The Commonwealth did not produce an abundance of evidence detailing any possible intoxication of Doneghy,[10] but such evidence was not necessary for the Commonwealth to present a prima facie case of wanton conduct. At any rate, the Commonwealth presented more than a mere scintilla of evidence that Doneghy acted wantonly.

This Court has repeatedly noted that whereas operating a vehicle in an intoxicated state is indicative of wantonness, proof of intoxication is not required. In Brown v. Commonwealth, [11] we observed that " intoxication is not a prerequisite to a finding of extreme indifference to human life in a vehicular homicide case" and went on to state that wanton behavior " involves an activity that poses a high risk to human life, undertaken in or directed toward a place where human beings are present; yet [does not] require[ ] intoxication." [12] Admittedly, Brown dealt with wanton murder, which requires a higher degree of wantonness— extreme indifference to human life. But we believe the same logic applies to the lower degree of wantonness required for a second-degree manslaughter conviction.

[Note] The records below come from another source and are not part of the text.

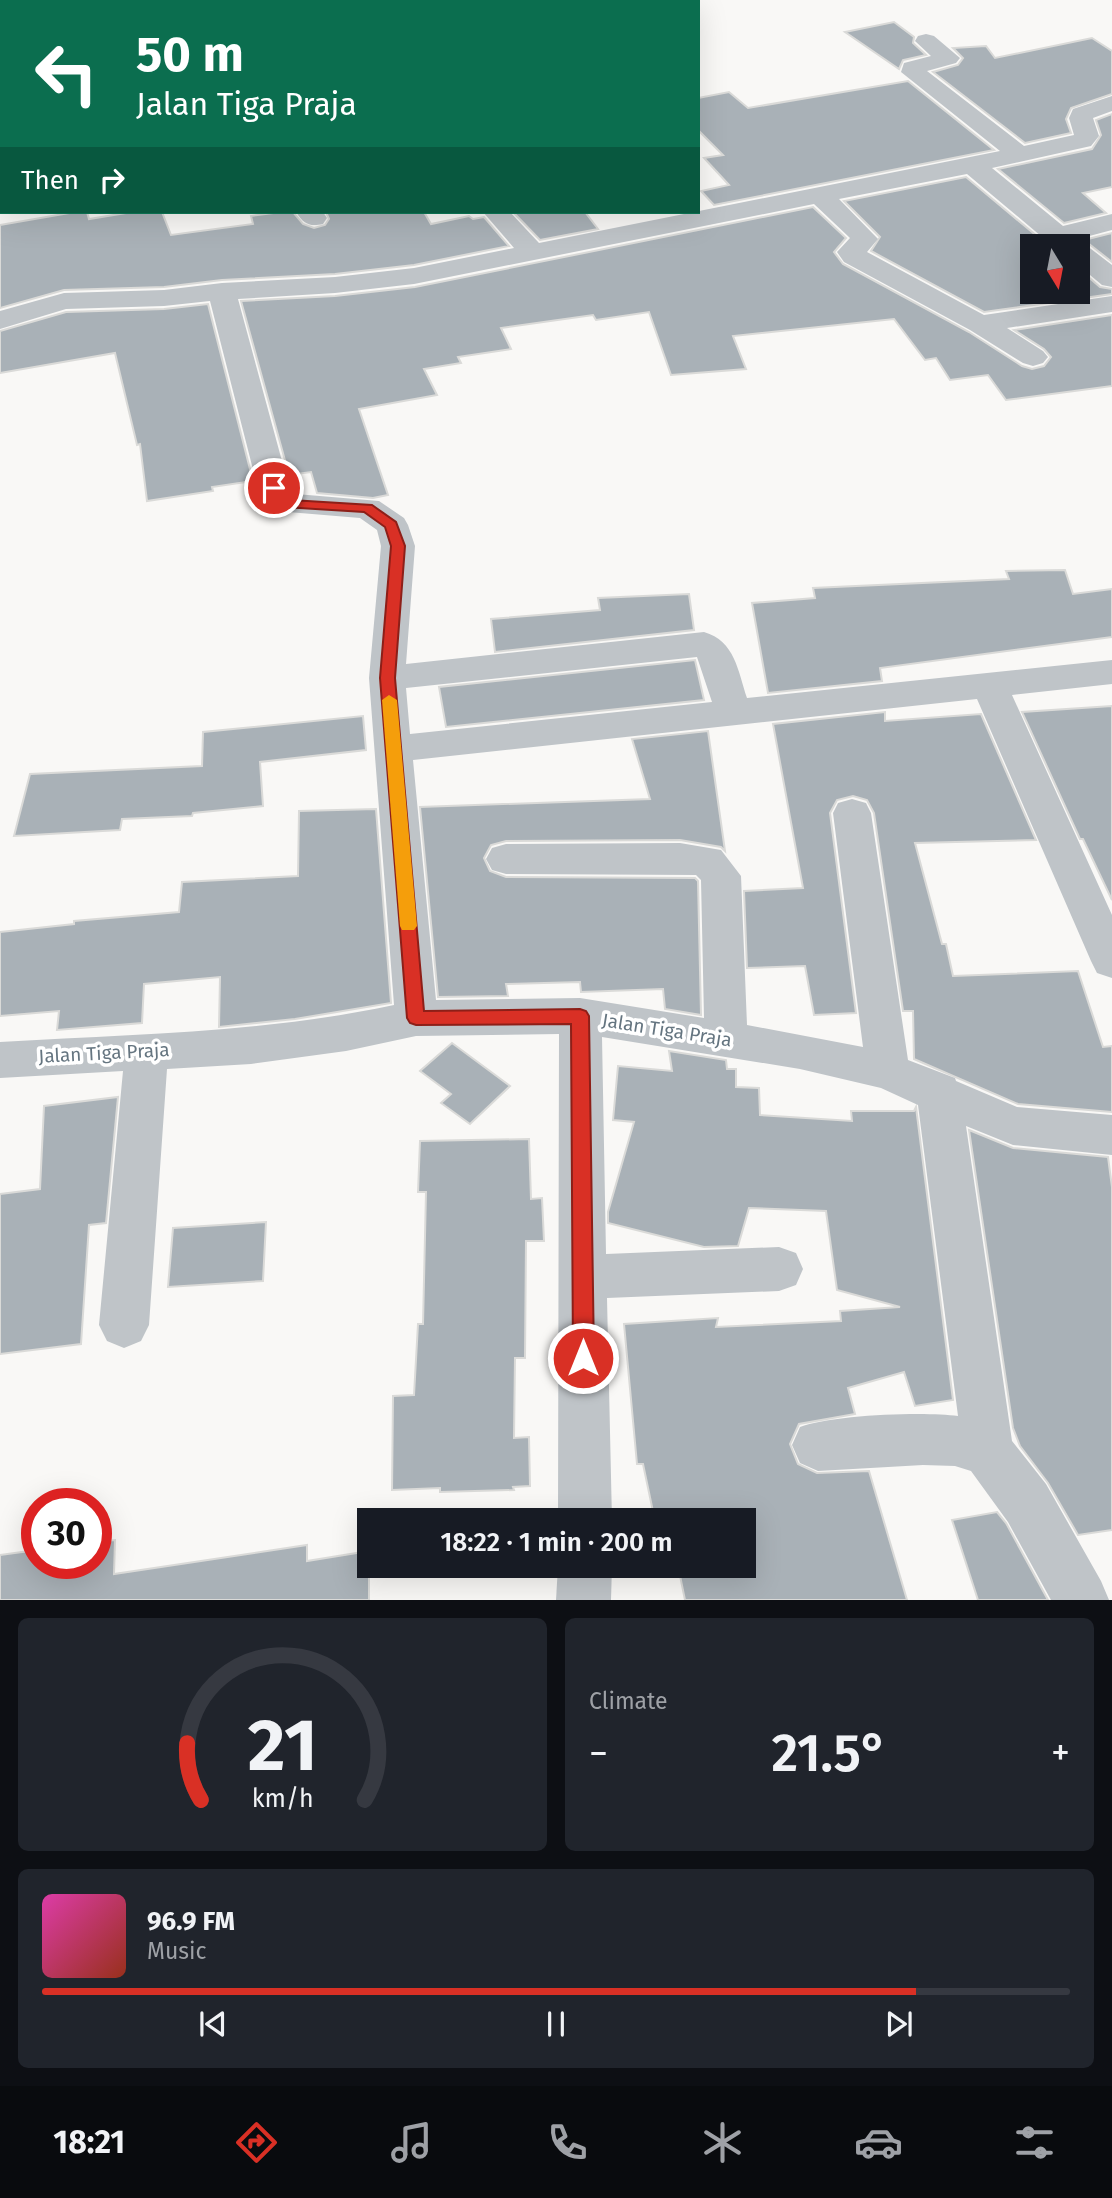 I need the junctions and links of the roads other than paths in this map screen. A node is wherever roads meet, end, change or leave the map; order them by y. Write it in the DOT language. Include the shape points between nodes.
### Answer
graph roads {
  1 [pos="926,41"];
  2 [pos="1112,103"];
  3 [pos="1086,128"];
  4 [pos="1112,141"];
  5 [pos="1020,155"];
  6 [pos="972,165"];
  7 [pos="819,195"];
  8 [pos="498,214"];
  9 [pos="1112,222"];
  10 [pos="1055,234"];
  11 [pos="1089,234"];
  12 [pos="533,252"];
  13 [pos="1090,262"];
  14 [pos="1112,279"];
  15 [pos="222,291"];
  16 [pos="1112,304"];
  17 [pos="0,320"];
  18 [pos="980,324"];
  19 [pos="1032,358"];
  20 [pos="1112,673"];
  21 [pos="387,678"];
  22 [pos="989,684"];
  23 [pos="733,711"];
  24 [pos="394,750"];
  25 [pos="852,813"];
  26 [pos="506,859"];
  27 [pos="1112,961"];
  28 [pos="580,1016"];
  29 [pos="416,1018"];
  30 [pos="726,1040"];
  31 [pos="148,1050"];
  32 [pos="0,1060"];
  33 [pos="888,1071"];
  34 [pos="939,1091"];
  35 [pos="1112,1135"];
  36 [pos="779,1269"];
  37 [pos="583,1277"];
  38 [pos="124,1325"];
  39 [pos="818,1445"];
  40 [pos="988,1451"];
  41 [pos="585,1508"];
  42 [pos="584,1578"];
  43 [pos="583,1600"];
  44 [pos="1082,1600"];
  1 -- 5 [label="street" via="948,58 912,68 913,72"];
  2 -- 3 [label="street" via="1082,114"];
  3 -- 4 [label="street"];
  3 -- 5 [label="street" via="1082,141"];
  5 -- 6 [label="street"];
  6 -- 7 [label="street"];
  6 -- 10 [label="street"];
  7 -- 12 [label="street"];
  7 -- 18 [label="street" via="865,239 853,248 854,256"];
  8 -- 12 [label="street"];
  9 -- 11 [label="street"];
  12 -- 15 [label="street" via="414,276"];
  13 -- 14 [label="street"];
  15 -- 17 [label="street" via="64,301"];
  15 -- 21 [label="street" via="274,488 288,504 368,508 392,525 398,546"];
  16 -- 18 [label="street"];
  18 -- 19 [label="street"];
  20 -- 22 [label="street"];
  21 -- 23 [label="street" via="704,644 714,652"];
  21 -- 24 [label="street"];
  22 -- 23 [label="street"];
  22 -- 27 [label="street"];
  23 -- 24 [label="street"];
  24 -- 29 [label="street"];
  25 -- 33 [label="street"];
  26 -- 30 [label="street" via="707,861 721,876"];
  28 -- 29 [label="street, Jalan Tiga Praja"];
  28 -- 30 [label="street, Jalan Tiga Praja"];
  28 -- 37 [label="street"];
  29 -- 31 [label="street, Jalan Tiga Praja" via="251,1046"];
  30 -- 33 [label="street, Jalan Tiga Praja"];
  31 -- 32 [label="street, Jalan Tiga Praja"];
  31 -- 38 [label="street"];
  33 -- 34 [label="street, Jalan Tiga Praja"];
  34 -- 35 [label="street, Jalan Tiga Praja" via="1013,1126"];
  34 -- 40 [label="street"];
  36 -- 37 [label="street"];
  37 -- 41 [label="street"];
  39 -- 40 [label="street" via="955,1441"];
  40 -- 44 [label="street" via="1027,1503"];
  42 -- 43 [label="street"];
}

A finding of wantonness in a vehicular homicide does not require proof that a defendant was intoxicated, speeding, swerving, or similar dangerous acts, as Doneghy argues. In simplest terms, " one operating an automobile in a manner ‘ reasonably calculated to injure others using the highway, and under such circumstances recklessly, wantonly and with gross carelessness strikes and kills another,’ is guilty of voluntary manslaughter." [13] While intoxication, speeding, or swerving tends to prove wanton conduct, we find meritless Doneghy's contention that the trial court should have directed a verdict because of scant evidence of these facts.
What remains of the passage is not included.